Um dos casos mais chocantes relatados foi o assassinato de um homem de 33 anos filmado pelas câmeras corporais dos policiais. O instituto afirma que nenhum vídeo mostra a vítima armada no momento do incidente, mas mesmo assim ele foi morto sem que os responsáveis fossem punidos. “A operação nasceu sem base investigativa legítima e sem controle institucional efetivo”, critica o relatório.

Casos emblemáticos

O documento menciona diversas vítimas das operações. Leonel Andrade Santos, por exemplo, tinha deficiência física e foi morto em fevereiro de 2024 na frente do filho. Meses depois, seu filho Ryan da Silva Andrade, apenas quatro anos, também foi atingido por disparos da Polícia Militar enquanto brincava em casa.

Outro caso é o de Hildebrando Simão Neto, um jovem cego que foi assassinado dentro de sua residência por policiais da Rota.

Cleiton Barbosa Moura também teve seu trágico destino revelado no relatório: ele foi levado por policiais para um beco e morto após ter seu bebê retirado dos braços. Já Fábio Oliveira Ferreira perdeu a vida por disparos enquanto caminhava com as mãos levantadas na rua.

Custo das operações e recomendações

O Instituto estima que as operações custaram mais de R 349 milhões aos cofres públicos, considerando despesas com a Polícia Militar e outros órgãos do sistema judiciário. O documento enfatiza que esses recursos foram utilizados para promover mortes e encarceramentos em massa.
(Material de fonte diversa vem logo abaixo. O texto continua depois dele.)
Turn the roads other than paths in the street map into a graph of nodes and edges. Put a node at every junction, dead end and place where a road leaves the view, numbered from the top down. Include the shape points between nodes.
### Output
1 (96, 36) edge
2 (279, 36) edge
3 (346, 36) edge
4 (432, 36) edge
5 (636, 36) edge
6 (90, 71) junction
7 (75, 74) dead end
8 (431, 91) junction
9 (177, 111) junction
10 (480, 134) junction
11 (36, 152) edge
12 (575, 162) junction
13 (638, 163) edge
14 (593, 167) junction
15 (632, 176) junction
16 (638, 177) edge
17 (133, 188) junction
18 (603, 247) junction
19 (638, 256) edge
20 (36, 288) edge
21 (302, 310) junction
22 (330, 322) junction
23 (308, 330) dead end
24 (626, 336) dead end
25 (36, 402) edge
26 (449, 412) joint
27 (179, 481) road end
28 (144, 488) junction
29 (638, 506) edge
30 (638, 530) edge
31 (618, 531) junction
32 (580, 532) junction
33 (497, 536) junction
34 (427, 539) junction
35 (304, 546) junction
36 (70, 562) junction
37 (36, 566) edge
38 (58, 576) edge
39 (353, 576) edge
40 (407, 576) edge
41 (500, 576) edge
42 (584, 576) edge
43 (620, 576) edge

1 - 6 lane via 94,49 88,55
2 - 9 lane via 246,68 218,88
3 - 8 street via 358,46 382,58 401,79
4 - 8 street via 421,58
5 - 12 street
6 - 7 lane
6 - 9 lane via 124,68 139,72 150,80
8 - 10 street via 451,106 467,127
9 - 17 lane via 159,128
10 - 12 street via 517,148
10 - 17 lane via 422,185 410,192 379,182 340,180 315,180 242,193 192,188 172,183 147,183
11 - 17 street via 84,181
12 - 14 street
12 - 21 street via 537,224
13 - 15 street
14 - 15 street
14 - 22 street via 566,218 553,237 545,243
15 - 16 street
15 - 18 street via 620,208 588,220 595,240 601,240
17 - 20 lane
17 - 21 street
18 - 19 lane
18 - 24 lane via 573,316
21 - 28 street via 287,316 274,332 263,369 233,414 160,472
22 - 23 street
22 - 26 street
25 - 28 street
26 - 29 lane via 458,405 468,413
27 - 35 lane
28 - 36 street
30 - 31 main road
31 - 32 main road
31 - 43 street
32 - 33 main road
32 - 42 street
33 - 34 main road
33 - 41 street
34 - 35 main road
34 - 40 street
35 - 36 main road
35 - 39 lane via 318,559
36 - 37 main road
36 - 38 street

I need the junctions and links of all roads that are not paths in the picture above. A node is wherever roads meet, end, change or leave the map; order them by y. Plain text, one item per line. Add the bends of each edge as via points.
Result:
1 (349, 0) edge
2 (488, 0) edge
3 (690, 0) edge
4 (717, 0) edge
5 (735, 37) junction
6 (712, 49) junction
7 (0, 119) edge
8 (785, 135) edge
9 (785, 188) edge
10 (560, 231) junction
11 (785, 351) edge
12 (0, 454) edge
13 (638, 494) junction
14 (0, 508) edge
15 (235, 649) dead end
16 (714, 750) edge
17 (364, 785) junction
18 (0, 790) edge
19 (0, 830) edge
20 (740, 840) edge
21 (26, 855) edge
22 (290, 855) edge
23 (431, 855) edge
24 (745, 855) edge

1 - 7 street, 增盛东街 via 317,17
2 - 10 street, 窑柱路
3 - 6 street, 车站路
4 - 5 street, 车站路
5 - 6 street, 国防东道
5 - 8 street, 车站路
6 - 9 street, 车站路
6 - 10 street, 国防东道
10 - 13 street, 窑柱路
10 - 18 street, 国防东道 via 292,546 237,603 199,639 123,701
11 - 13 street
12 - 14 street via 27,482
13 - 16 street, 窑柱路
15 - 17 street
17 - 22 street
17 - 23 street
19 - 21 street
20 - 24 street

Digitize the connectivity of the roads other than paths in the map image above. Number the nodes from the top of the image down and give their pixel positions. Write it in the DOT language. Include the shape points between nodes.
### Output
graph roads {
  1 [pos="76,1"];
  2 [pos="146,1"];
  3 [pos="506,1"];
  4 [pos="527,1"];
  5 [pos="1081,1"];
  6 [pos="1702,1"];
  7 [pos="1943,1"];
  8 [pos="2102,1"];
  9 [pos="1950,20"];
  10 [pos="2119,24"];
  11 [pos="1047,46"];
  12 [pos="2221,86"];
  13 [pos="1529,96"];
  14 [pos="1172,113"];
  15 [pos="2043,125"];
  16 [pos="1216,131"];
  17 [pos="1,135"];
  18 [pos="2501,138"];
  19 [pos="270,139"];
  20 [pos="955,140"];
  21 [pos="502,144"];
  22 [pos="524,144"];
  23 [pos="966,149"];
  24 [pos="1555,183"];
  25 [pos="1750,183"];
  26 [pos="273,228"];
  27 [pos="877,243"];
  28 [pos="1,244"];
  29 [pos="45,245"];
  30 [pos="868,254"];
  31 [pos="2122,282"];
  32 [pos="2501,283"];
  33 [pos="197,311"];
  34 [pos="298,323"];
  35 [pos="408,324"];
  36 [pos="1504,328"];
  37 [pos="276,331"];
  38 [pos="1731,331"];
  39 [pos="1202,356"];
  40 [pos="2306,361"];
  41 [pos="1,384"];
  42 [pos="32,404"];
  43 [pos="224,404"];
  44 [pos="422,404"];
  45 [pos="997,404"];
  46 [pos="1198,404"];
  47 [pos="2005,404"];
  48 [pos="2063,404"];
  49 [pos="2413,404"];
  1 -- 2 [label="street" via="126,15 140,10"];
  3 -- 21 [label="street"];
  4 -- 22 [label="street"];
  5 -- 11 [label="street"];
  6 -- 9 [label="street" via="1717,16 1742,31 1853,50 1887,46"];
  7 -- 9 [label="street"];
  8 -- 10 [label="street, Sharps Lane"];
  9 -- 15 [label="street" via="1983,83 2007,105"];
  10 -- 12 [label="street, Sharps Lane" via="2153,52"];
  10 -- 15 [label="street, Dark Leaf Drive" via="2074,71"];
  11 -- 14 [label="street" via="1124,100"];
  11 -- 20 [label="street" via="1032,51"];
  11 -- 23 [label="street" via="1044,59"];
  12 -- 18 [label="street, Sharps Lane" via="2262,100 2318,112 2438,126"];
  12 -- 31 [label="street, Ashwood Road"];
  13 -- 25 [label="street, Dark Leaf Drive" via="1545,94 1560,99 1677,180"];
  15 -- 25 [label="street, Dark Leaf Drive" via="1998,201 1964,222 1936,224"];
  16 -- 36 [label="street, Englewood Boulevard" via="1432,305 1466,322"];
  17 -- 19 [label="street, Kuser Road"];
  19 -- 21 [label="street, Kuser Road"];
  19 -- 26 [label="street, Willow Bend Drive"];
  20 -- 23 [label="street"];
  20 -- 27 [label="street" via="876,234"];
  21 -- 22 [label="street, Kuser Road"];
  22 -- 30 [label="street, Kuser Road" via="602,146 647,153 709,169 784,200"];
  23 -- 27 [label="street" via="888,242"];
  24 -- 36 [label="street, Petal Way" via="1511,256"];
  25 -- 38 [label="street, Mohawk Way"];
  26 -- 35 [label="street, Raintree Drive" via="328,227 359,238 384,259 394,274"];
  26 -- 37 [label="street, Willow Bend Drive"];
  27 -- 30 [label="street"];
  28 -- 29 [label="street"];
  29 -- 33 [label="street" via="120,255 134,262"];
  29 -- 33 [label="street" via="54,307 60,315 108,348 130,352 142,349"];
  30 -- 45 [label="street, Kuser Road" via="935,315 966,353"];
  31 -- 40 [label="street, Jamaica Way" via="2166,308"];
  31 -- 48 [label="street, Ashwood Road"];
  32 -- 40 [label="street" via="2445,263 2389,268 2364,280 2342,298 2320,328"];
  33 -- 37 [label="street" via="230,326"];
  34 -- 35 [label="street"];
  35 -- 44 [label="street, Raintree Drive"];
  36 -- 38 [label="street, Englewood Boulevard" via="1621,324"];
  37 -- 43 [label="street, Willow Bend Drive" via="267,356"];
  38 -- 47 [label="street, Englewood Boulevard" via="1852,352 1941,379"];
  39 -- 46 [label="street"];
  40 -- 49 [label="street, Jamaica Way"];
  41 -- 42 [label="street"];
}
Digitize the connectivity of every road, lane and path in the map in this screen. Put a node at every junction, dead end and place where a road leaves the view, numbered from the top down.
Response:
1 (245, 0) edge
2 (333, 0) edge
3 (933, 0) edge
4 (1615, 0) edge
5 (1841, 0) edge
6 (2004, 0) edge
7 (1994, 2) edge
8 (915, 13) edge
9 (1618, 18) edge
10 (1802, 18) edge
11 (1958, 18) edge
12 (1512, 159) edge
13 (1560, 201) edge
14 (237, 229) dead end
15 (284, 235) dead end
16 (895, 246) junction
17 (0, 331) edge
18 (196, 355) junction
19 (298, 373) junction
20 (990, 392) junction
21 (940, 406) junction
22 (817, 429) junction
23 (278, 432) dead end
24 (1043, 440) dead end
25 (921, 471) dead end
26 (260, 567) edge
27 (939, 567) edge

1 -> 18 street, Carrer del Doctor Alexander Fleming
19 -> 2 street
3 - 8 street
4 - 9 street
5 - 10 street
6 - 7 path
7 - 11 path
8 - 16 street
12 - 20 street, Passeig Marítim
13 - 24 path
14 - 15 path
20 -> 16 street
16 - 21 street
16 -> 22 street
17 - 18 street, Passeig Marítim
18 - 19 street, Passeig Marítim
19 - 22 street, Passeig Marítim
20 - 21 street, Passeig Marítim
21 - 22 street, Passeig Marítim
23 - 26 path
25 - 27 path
Além disso, recomenda ao Poder Executivo, ao Ministério Público e às Defensorias Públicas que realizem investigações completas sobre os casos arquivados; promovam autópsias em todas as vítimas; e suspendam o sigilo dos protocolos operacionais da polícia.

Nota do Governo

Em resposta às acusações contidas no relatório, o Governo de São Paulo afirmou que todas as mortes foram devidamente investigadas. A Secretaria da Segurança Pública (SSP) ressaltou ações contínuas voltadas à preservação da vida através do aprimoramento do trabalho policial e responsabilização por desvios éticos.

A nota ainda destacou avanços obtidos nas operações contra o tráfico na Baixada Santista: 2.162 criminosos foram presos — sendo 876 foragidos da Justiça — além da apreensão significativa de armas e drogas. O governo garantiu que todas as ocorrências envolvendo mortes decorrentes dessas intervenções foram rigorosamente acompanhadas por diversos órgãos competentes.